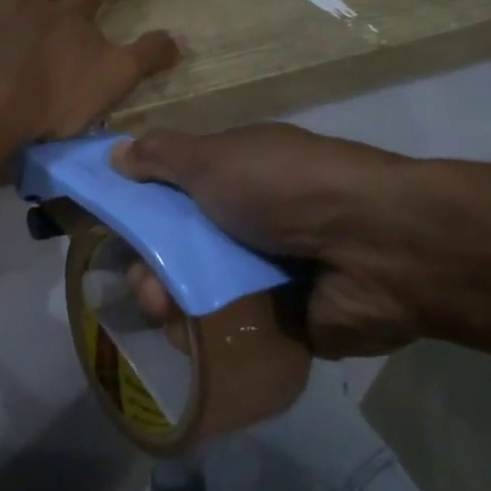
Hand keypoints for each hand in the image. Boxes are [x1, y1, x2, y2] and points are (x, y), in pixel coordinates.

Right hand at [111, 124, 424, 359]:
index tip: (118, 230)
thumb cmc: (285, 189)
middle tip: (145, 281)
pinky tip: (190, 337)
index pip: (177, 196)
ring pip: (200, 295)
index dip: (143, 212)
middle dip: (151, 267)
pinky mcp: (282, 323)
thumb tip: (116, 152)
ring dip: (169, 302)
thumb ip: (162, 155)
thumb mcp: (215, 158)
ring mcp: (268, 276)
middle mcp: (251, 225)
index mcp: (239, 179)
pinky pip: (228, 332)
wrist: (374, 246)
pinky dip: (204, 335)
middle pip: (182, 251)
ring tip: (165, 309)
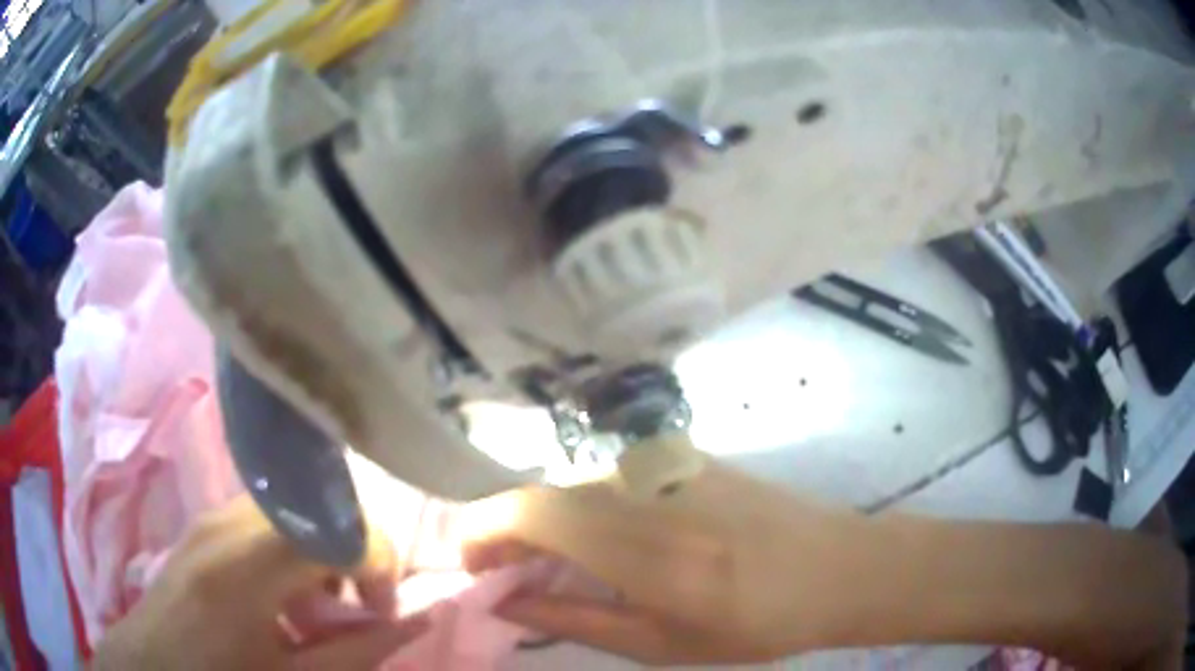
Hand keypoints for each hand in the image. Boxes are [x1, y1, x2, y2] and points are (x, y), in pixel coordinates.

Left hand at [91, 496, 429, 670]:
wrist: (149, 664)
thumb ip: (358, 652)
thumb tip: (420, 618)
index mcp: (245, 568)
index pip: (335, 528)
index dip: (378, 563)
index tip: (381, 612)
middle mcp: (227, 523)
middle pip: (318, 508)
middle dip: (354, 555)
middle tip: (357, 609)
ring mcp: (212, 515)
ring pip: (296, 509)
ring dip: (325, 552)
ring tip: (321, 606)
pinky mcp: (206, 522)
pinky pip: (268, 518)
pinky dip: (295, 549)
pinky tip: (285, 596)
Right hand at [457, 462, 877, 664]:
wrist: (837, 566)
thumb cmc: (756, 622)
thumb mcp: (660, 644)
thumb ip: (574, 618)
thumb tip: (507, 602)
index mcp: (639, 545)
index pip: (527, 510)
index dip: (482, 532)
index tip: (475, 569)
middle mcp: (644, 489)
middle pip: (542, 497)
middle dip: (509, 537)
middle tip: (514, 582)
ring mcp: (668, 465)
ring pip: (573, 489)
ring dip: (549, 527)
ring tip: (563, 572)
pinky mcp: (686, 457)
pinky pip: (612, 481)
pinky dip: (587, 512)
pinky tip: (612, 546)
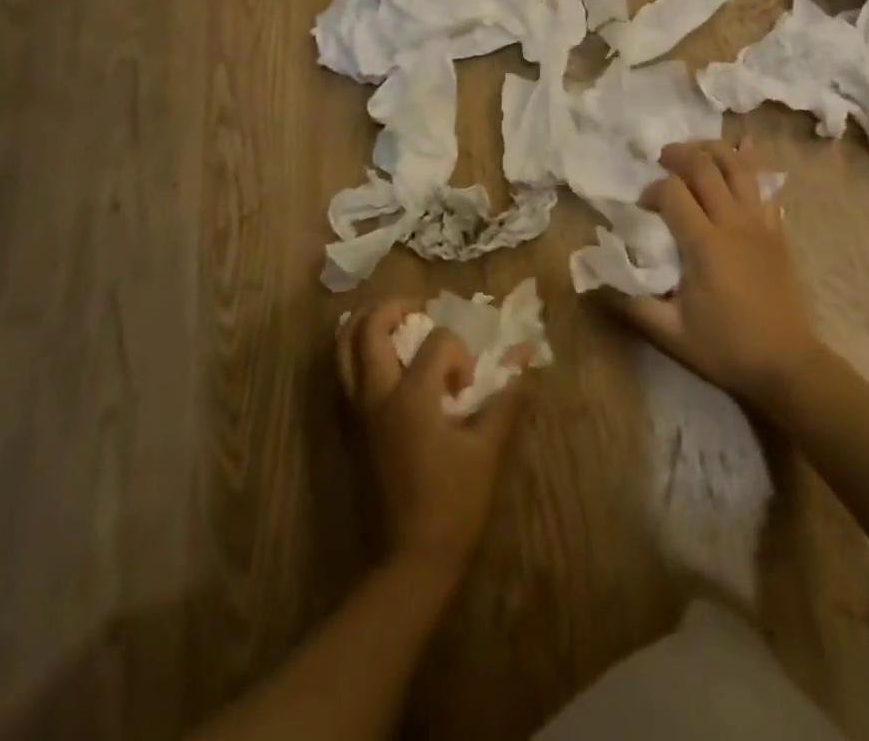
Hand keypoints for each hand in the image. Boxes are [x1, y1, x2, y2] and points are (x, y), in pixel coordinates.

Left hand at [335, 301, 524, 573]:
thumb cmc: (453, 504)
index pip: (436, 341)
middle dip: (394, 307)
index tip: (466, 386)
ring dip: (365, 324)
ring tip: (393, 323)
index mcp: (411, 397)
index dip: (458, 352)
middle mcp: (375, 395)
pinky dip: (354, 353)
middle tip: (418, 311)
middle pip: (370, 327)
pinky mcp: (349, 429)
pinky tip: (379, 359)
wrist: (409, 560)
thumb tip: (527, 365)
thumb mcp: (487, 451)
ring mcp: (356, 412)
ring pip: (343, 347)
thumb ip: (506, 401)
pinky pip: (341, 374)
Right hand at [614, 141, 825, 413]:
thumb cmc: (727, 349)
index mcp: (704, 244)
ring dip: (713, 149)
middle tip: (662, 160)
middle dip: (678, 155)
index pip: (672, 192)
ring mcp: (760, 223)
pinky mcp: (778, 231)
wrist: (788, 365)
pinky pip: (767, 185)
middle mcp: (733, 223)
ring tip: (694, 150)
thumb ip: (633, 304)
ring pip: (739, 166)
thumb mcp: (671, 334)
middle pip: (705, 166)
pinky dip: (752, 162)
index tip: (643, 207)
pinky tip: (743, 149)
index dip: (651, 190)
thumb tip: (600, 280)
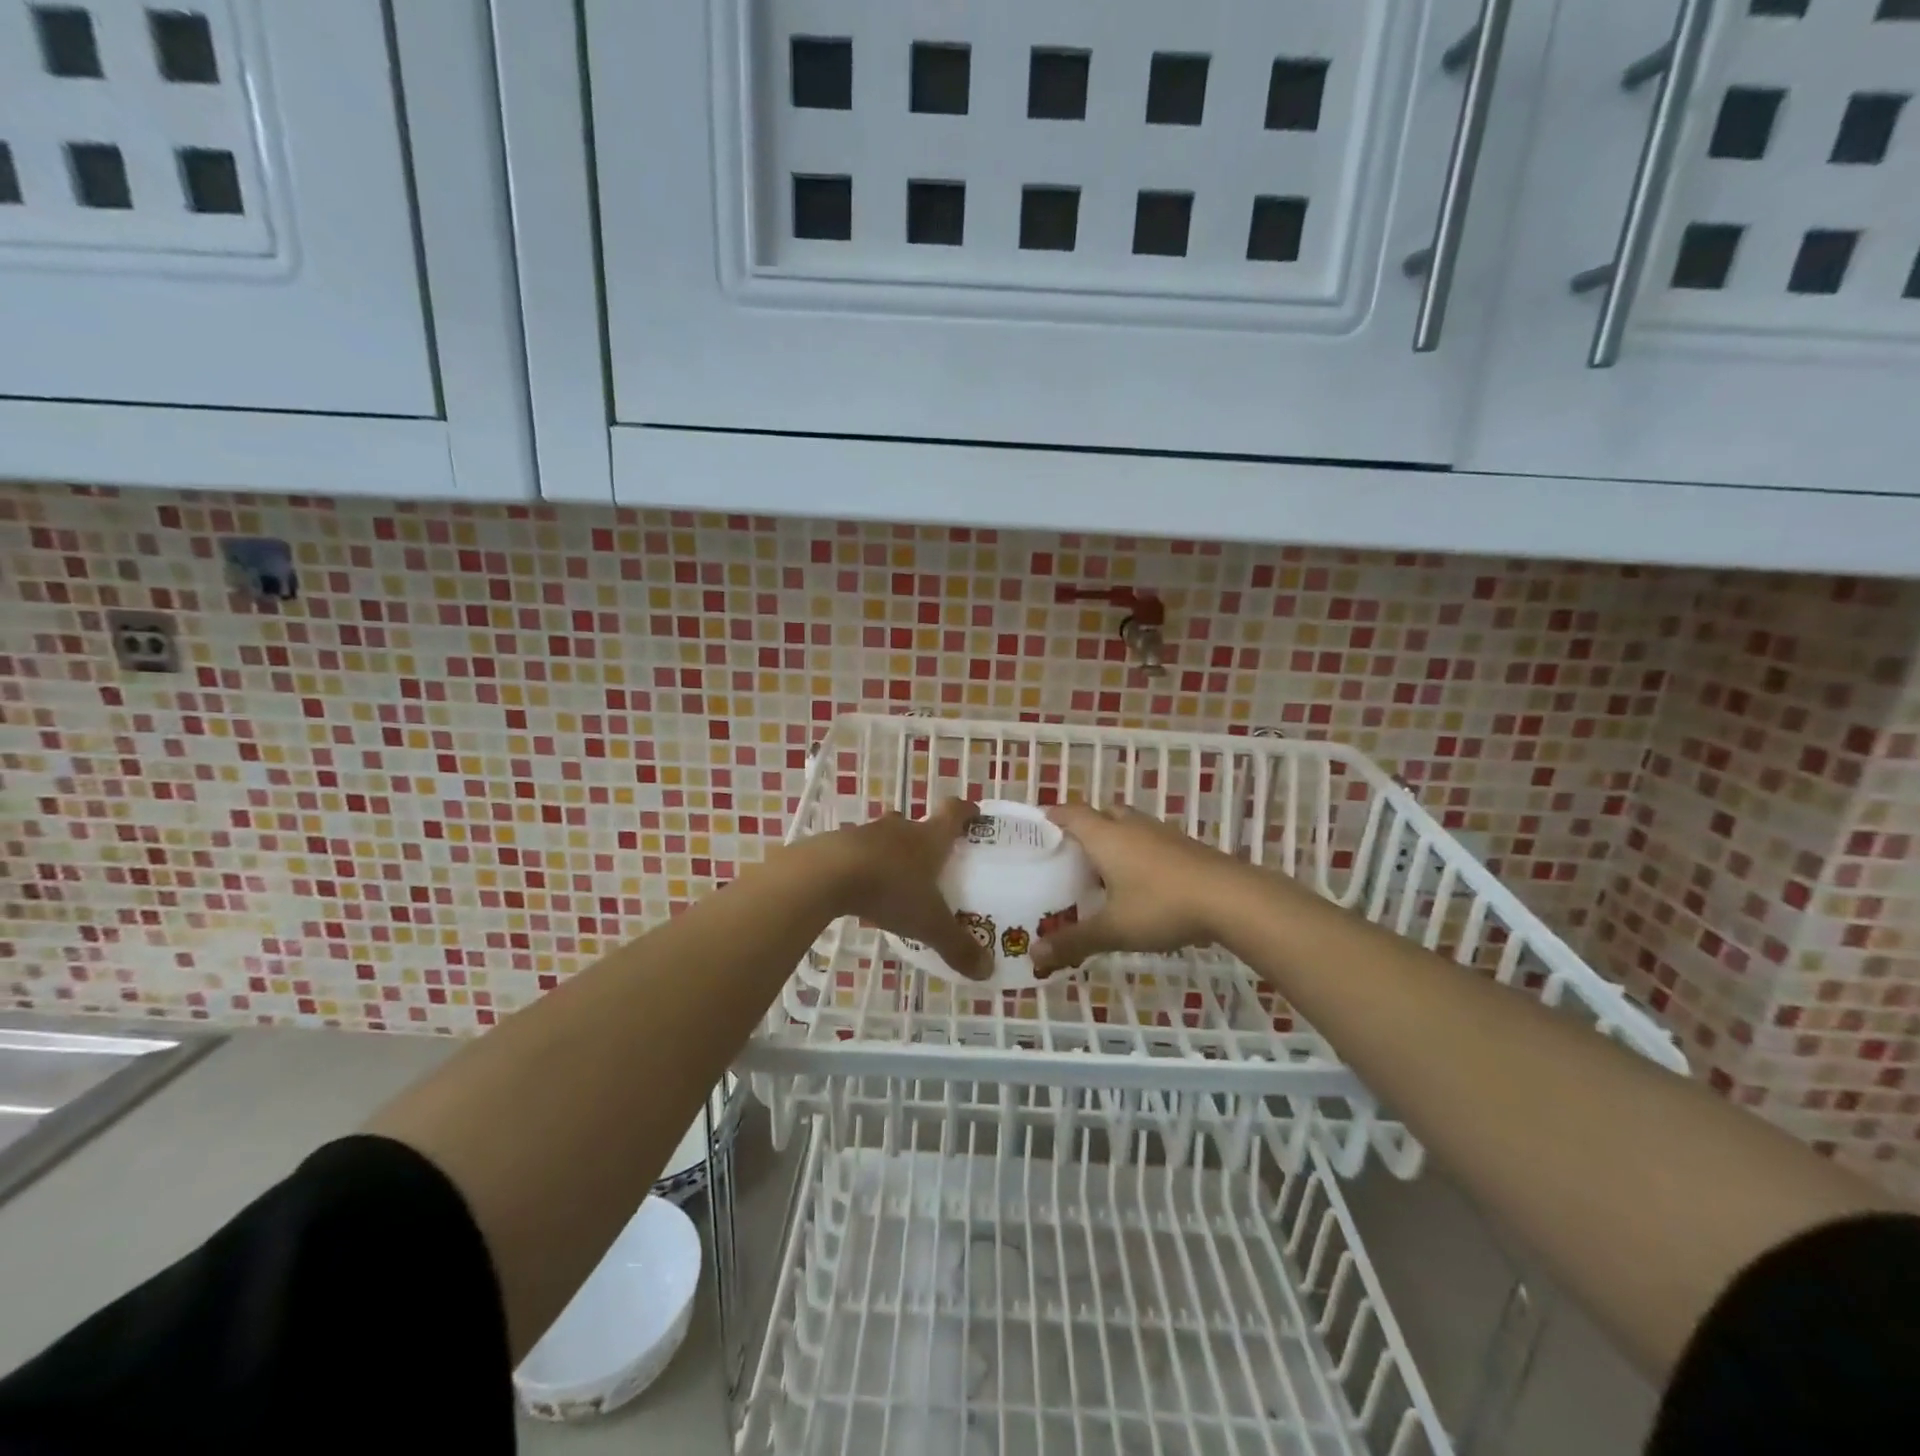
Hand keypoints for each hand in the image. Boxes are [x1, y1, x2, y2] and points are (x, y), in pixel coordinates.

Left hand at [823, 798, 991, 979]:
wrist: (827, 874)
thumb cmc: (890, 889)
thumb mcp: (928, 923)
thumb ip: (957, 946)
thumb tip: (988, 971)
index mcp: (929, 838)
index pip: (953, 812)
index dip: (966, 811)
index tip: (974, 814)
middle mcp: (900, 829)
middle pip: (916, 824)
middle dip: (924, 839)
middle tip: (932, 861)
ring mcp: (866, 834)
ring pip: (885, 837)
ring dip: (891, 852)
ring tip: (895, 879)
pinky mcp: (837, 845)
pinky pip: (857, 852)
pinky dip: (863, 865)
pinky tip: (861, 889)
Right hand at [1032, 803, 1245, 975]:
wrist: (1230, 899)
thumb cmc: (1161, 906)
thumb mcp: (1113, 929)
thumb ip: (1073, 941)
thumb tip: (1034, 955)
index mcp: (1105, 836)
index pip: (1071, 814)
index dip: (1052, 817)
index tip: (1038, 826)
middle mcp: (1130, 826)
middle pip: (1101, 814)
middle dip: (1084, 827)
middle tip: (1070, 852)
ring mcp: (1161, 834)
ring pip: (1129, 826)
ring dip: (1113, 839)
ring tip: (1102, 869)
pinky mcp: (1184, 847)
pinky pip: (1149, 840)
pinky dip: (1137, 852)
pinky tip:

**What to work on**
Look above for the line that contains "ring dip: (891, 852)". That line and every line after it through the end of the data must be written out exactly, with nothing else.

**Solution for this problem**
ring dip: (891, 852)
ring tip: (895, 879)
pinky mcp: (837, 845)
pinky pip: (857, 852)
pinky dip: (863, 865)
pinky tip: (861, 889)
Right hand at [1032, 803, 1245, 975]:
wrist: (1230, 899)
thumb cmc: (1161, 906)
thumb mcp: (1113, 929)
thumb ip: (1073, 941)
thumb tip: (1034, 955)
index mcp: (1105, 836)
index pip: (1071, 814)
index dip: (1052, 817)
index tip: (1038, 826)
middle mcp: (1130, 826)
middle pip: (1101, 814)
middle dip: (1084, 827)
middle tip: (1070, 852)
ring mcp: (1161, 834)
ring pip: (1129, 826)
ring dip: (1113, 839)
ring tip: (1102, 869)
pinky mcp: (1184, 847)
pinky pip: (1149, 840)
pinky dip: (1137, 852)
pinky tip:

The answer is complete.